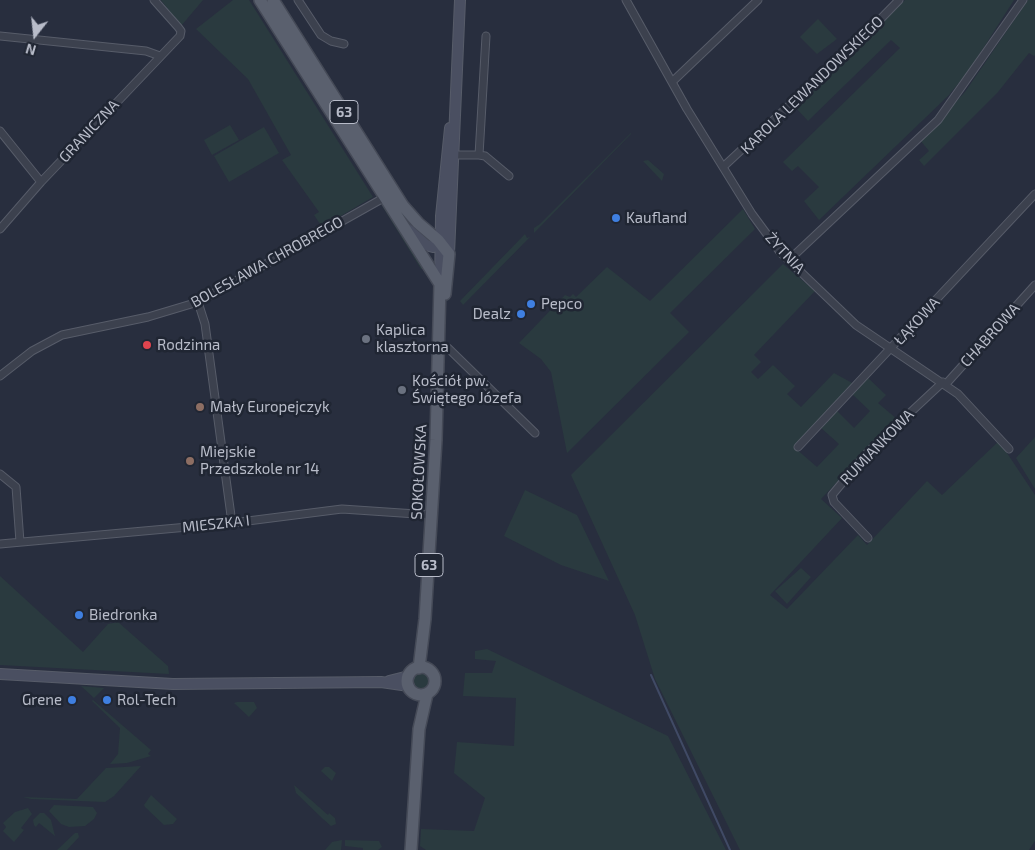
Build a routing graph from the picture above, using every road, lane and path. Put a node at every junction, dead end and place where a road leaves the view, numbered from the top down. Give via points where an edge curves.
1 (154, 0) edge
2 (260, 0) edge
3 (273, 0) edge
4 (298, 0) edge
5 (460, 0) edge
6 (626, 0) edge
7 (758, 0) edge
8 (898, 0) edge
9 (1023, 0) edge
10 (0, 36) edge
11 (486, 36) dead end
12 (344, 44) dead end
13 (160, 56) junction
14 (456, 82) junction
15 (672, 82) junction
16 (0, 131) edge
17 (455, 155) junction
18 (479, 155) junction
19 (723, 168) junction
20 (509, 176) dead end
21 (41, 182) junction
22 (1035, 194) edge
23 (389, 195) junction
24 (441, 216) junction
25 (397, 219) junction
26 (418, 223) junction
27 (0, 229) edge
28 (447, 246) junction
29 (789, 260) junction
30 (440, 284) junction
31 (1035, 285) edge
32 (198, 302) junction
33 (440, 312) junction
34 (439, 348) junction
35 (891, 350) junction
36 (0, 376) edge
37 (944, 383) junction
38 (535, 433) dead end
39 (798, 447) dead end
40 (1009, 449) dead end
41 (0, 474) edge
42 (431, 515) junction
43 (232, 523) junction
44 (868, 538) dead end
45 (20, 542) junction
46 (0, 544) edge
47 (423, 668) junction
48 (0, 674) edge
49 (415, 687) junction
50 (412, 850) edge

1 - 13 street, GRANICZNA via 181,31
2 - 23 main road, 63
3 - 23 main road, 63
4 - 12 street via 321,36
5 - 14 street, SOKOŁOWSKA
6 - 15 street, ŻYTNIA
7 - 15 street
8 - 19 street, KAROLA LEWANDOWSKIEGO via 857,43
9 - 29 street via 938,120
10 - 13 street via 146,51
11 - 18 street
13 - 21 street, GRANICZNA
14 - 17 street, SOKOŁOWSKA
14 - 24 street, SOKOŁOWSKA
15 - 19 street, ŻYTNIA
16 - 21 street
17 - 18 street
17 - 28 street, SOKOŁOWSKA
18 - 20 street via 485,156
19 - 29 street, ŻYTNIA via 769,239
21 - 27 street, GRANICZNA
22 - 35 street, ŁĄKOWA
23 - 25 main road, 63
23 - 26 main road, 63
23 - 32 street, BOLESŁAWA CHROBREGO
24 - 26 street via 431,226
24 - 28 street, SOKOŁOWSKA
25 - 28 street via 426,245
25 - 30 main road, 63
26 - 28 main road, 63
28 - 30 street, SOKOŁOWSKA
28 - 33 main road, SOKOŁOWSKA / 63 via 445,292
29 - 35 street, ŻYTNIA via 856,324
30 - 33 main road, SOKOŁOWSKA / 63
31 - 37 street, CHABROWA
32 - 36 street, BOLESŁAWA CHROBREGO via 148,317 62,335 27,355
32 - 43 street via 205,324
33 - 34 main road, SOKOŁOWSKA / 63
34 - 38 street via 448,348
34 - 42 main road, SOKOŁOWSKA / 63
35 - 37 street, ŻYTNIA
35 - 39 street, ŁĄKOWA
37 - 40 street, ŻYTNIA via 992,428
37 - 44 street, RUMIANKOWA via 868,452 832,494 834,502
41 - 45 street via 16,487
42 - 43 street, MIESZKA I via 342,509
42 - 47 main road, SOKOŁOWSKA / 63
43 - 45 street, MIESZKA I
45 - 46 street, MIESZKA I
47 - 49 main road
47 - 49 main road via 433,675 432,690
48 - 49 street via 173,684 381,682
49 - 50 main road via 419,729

== == ==

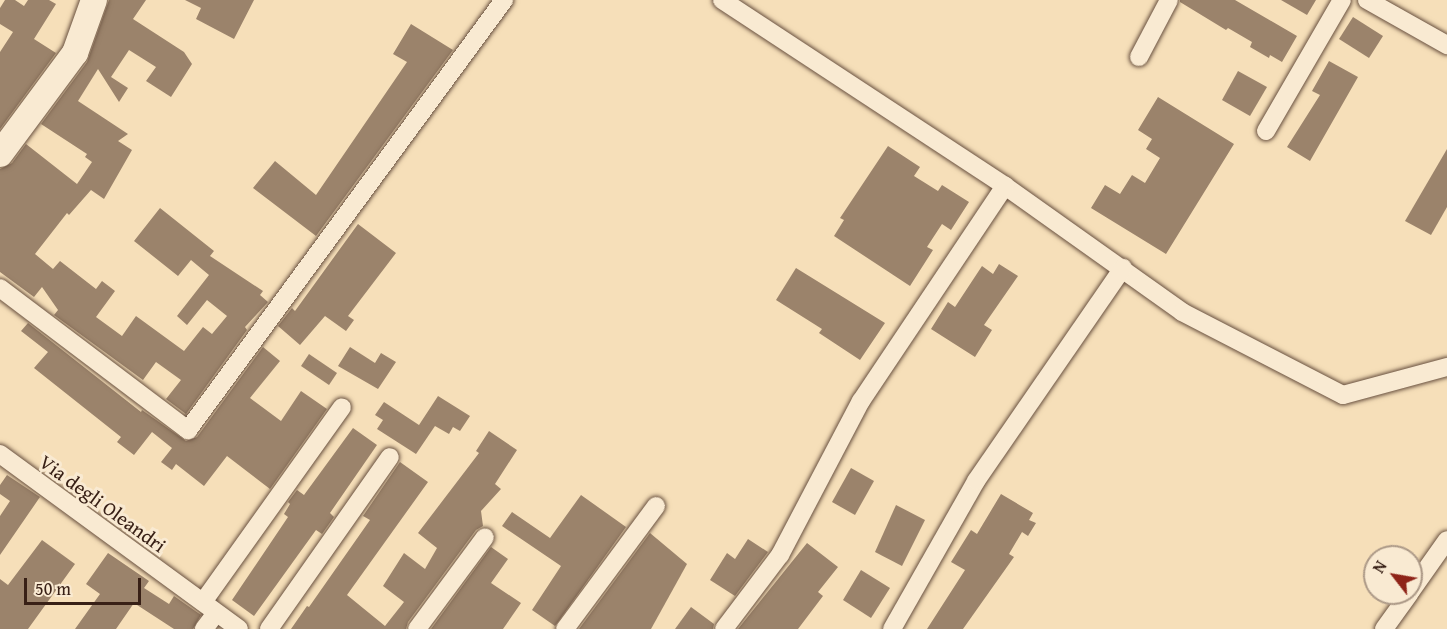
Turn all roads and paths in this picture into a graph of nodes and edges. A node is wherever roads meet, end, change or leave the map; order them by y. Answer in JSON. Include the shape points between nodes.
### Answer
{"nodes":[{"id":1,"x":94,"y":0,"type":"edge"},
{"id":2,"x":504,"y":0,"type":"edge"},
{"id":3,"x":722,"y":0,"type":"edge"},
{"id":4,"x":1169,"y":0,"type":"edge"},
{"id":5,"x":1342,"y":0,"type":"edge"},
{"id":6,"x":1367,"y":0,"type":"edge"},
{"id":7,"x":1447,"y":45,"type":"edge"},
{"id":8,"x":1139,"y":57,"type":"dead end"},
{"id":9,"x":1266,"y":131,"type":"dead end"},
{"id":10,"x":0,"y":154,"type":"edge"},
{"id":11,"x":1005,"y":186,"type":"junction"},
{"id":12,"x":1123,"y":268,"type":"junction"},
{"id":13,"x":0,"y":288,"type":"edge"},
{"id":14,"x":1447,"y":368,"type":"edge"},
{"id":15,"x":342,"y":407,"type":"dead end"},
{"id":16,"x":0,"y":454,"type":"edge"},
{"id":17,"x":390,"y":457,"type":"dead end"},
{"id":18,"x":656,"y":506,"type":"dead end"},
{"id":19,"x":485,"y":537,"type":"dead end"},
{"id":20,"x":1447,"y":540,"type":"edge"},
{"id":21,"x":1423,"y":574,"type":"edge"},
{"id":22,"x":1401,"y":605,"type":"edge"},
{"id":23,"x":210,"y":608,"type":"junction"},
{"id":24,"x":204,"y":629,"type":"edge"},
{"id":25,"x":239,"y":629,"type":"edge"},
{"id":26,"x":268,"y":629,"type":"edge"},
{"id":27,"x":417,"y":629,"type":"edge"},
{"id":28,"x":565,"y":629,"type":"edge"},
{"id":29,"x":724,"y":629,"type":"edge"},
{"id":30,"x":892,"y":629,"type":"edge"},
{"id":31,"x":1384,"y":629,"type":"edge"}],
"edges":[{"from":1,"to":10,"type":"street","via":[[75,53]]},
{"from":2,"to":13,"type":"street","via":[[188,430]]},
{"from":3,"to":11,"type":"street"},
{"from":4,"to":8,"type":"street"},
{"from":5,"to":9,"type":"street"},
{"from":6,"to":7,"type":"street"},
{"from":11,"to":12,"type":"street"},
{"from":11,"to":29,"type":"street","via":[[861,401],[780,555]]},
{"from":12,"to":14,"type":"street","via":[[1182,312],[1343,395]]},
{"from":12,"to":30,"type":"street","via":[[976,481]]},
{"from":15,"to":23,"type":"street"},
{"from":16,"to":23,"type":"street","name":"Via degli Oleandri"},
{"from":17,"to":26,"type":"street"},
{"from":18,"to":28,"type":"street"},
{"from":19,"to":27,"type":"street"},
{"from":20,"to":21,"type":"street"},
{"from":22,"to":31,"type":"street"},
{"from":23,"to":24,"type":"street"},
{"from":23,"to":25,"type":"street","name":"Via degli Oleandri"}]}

== == ==

■ Exercise
Among the lines above, which hold the word "picture"? Report each one.

■ Exercise response
Build a routing graph from the picture above, using every road, lane and path. Put a node at every junction, dead end and place where a road leaves the view, numbered from the top down. Give via points where an edge curves.
Turn all roads and paths in this picture into a graph of nodes and edges. A node is wherever roads meet, end, change or leave the map; order them by y. Answer in JSON. Include the shape points between nodes.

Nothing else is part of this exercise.